Coral Ridge Ministries sought damages from the Southern Poverty Law Center (or SPLC) after the Center placed Coral Ridge on a “hate group” map because Coral Ridge Ministries publicly opposed “homosexual conduct,” same-sex marriage and “the homosexual agenda” due to its own religious beliefs and teachings. The SPLC hate-group map made Coral Ridge Ministries ineligible to take part in AmazonSmile, a program from the online retailer that gives a small royalty to non-profits granted access to the Smile program. Amazon’s guidelines bar groups deemed to practice intolerance or hate.

In August 2019, Coral Ridge Ministries claimed in federal district court that the SPLC defamed it by placing the church on a hate-group map and Amazon violated its religious rights. Coral Ridge also argued that it was not a hate group and that it was falsely associated with groups such as the Ku Klux Klan and the American Nazi Party on the same map.

A judge ruled that the SPLC’s labeling of Coral Ridge Ministries was protected First Amendment speech since Coral Ridge Ministries met the definition of a public figure. It also said the term “hate group” lacked a common definition and could not be proven true or false under the actual malice standard. Finally, the court also concluded that Amazon’s actions did not violate Title II of the Civil Rights Act of 1964 and that Coral Ridge Ministries’ remedy would violate Amazon’s First Amendment speech rights. In the Eleventh Circuit, a three-judge panel upheld that decision.

Coral Ridge Ministries proposed a two-part question to the Supreme Court in its appeal: Should the Supreme Court reconsider its New York Times v. Sullivan precedent and if so, could the court limit its actual-malice rule to public officials (and not public figures such as Coral Ridge Ministries)?

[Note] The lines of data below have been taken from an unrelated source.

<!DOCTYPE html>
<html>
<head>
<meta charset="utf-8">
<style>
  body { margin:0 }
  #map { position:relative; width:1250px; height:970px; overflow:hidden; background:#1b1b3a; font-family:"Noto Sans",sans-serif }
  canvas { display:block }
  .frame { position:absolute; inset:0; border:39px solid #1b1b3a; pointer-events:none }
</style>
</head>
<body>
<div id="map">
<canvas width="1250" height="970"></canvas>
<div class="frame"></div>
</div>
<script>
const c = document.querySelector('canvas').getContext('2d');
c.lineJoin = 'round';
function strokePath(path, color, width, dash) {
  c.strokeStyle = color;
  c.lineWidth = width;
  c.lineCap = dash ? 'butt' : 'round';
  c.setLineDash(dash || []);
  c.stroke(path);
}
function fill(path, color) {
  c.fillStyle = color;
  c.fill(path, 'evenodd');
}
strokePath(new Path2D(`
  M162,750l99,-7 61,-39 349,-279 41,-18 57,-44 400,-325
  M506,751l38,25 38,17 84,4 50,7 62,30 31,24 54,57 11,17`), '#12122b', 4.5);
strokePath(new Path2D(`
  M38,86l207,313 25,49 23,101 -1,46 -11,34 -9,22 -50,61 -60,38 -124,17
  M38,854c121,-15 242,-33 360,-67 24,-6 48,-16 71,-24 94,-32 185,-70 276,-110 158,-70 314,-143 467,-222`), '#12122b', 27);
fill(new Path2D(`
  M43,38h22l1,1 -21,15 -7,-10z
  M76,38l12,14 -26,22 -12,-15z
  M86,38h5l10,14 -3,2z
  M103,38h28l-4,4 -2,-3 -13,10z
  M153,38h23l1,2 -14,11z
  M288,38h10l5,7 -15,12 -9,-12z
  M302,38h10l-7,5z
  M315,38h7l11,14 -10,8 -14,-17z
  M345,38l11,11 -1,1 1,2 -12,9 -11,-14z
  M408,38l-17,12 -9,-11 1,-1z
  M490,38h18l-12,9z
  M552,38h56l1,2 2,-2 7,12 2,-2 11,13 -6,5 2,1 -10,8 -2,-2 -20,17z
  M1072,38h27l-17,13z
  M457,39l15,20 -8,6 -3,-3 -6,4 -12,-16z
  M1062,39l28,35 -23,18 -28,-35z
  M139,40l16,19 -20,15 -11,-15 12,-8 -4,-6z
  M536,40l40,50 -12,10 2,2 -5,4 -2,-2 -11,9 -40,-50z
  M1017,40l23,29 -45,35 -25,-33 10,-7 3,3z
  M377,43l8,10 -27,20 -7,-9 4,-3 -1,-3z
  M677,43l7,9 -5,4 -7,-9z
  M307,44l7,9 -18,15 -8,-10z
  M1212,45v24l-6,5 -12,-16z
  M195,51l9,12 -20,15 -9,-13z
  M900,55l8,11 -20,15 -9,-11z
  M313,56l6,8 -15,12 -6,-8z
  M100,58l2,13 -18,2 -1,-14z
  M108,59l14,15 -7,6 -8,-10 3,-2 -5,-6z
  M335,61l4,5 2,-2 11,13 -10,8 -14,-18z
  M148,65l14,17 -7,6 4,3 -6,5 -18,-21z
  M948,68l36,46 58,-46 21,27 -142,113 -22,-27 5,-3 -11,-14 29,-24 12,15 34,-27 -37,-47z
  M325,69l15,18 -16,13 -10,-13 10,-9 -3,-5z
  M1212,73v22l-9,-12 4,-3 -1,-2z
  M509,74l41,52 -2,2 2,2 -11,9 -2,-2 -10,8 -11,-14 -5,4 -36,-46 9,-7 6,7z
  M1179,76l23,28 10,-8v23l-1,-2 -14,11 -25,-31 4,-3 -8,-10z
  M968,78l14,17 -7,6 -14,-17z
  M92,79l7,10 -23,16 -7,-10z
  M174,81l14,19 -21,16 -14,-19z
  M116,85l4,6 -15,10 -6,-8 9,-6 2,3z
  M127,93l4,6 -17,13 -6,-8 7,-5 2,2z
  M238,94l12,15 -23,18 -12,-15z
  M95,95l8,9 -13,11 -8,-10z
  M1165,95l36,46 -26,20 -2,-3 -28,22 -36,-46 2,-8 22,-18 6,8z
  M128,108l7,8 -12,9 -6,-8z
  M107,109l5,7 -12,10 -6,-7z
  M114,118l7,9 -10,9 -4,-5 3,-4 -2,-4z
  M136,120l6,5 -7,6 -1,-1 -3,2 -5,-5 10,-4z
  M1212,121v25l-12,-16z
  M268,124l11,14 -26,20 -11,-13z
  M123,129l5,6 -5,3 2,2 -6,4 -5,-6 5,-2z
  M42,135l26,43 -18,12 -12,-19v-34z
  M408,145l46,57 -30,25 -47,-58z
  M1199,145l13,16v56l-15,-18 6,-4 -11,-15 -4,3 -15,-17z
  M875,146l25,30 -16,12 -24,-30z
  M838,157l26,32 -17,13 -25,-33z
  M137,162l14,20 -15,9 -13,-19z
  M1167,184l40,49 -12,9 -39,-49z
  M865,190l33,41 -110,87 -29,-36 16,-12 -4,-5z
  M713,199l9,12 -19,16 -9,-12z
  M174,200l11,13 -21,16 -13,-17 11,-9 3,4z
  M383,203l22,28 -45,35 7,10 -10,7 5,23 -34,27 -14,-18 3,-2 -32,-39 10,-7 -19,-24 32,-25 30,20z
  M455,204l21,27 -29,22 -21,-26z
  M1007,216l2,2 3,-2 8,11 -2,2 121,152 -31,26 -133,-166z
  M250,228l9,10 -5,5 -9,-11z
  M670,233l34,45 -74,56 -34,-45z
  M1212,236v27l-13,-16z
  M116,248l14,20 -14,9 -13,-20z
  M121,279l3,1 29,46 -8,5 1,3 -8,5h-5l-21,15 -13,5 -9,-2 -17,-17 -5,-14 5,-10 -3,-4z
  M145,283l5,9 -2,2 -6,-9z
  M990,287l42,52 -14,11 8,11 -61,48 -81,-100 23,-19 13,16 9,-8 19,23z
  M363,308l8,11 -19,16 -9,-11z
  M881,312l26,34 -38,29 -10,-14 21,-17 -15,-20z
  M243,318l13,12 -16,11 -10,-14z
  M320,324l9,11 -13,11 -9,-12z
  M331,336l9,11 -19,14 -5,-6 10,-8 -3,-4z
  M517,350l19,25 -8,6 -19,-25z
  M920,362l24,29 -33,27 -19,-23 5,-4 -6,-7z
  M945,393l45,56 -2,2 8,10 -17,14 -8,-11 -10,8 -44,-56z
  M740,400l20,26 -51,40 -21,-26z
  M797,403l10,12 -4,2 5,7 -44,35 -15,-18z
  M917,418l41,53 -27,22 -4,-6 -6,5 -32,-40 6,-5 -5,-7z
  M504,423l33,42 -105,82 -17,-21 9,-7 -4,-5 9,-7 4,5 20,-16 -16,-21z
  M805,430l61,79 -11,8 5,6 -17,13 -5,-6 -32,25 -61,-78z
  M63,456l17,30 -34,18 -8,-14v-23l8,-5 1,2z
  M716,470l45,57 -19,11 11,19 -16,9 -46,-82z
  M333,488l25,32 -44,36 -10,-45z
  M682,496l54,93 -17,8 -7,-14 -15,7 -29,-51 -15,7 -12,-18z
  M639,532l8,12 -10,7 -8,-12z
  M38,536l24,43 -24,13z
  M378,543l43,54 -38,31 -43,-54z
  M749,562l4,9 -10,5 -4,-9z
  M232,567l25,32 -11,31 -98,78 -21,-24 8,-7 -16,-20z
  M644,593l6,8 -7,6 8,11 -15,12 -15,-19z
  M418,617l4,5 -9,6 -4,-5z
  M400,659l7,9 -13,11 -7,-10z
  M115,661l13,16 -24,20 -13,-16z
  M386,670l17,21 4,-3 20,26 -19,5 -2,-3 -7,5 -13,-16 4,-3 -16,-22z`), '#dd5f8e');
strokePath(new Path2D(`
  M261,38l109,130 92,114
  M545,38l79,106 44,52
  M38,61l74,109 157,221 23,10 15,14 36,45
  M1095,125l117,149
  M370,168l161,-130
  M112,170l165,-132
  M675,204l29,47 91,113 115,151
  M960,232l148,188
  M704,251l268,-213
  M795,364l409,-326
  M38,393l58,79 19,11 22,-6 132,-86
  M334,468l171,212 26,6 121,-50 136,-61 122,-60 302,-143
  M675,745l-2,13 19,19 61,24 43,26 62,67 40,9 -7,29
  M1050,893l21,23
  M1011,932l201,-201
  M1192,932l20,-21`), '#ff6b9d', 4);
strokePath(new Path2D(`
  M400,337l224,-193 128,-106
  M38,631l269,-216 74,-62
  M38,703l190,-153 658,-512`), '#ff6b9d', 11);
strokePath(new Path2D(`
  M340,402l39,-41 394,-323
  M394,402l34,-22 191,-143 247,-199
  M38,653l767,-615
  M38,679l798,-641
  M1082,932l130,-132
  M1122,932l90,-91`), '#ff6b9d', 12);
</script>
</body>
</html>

Justice Thomas was the only justice to file an opinion after the denial of review. Thomas pointed to his 2019 dissent in another case denial, McKee v. Cosby: “New York Times and the Court’s decisions extending it were policy-driven decisions masquerading as constitutional law.” Thomas specifically wanted to review the actual malice standard. “This case is one of many showing how New York Times and its progeny have allowed media organizations and interest groups ‘to cast false aspersions on public figures with near impunity.’” The actual malice standard, Thomas said, was almost impossible to satisfy.